Saved entries:
----

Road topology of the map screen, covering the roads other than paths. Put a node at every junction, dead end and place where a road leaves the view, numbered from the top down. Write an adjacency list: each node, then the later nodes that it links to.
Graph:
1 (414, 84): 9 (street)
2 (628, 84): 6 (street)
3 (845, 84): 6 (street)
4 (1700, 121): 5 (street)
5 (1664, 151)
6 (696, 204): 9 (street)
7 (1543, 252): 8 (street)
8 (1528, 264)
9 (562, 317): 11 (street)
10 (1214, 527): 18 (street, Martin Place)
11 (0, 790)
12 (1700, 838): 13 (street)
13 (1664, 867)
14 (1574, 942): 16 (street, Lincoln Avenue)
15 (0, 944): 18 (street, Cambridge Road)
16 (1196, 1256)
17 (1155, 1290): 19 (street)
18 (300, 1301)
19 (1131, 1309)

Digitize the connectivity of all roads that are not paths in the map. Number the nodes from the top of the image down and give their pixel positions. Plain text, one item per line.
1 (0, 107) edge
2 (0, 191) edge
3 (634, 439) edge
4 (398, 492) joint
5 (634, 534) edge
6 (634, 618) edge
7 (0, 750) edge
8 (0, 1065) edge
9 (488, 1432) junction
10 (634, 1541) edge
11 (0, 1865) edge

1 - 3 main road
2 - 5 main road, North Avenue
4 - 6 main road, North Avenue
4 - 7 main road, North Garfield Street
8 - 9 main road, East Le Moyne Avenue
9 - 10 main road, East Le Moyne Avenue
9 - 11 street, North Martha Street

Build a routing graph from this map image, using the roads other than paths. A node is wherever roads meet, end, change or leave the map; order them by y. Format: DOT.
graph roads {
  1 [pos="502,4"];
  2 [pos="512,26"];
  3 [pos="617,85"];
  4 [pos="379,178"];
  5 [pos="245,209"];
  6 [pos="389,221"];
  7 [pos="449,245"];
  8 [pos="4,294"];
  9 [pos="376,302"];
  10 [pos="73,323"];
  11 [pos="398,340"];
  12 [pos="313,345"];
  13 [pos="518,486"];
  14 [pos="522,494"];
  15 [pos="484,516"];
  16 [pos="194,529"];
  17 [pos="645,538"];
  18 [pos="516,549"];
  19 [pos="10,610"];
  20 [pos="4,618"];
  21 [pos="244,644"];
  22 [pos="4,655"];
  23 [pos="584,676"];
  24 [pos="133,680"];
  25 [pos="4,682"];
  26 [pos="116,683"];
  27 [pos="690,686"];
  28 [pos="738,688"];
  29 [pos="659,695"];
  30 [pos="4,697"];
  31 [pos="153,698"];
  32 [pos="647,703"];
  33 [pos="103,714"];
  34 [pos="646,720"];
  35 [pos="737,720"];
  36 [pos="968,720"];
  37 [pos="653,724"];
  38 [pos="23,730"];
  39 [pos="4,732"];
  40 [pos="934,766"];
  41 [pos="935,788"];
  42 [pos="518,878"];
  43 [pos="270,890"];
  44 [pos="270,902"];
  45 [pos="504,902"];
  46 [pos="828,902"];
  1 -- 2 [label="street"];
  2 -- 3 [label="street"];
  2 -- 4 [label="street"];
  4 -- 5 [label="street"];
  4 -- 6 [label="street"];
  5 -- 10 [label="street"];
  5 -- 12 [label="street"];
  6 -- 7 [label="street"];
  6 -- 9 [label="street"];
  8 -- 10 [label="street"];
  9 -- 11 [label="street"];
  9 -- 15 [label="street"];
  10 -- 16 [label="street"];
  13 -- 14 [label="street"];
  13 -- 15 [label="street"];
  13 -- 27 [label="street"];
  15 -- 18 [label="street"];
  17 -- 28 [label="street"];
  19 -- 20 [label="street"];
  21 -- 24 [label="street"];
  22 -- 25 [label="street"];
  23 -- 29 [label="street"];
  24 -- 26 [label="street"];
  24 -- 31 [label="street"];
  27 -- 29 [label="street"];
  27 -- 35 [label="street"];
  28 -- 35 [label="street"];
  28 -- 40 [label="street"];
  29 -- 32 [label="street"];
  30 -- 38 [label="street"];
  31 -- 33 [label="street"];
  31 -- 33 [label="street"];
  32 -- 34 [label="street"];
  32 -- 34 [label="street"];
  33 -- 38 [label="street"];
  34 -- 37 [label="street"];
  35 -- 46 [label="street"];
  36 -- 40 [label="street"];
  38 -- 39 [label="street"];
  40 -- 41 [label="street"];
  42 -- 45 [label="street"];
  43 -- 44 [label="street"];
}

----

What to work on -
Each line holding the word "Moyne" must be pulled from the records.

Result for this exercise -
8 - 9 main road, East Le Moyne Avenue
9 - 10 main road, East Le Moyne Avenue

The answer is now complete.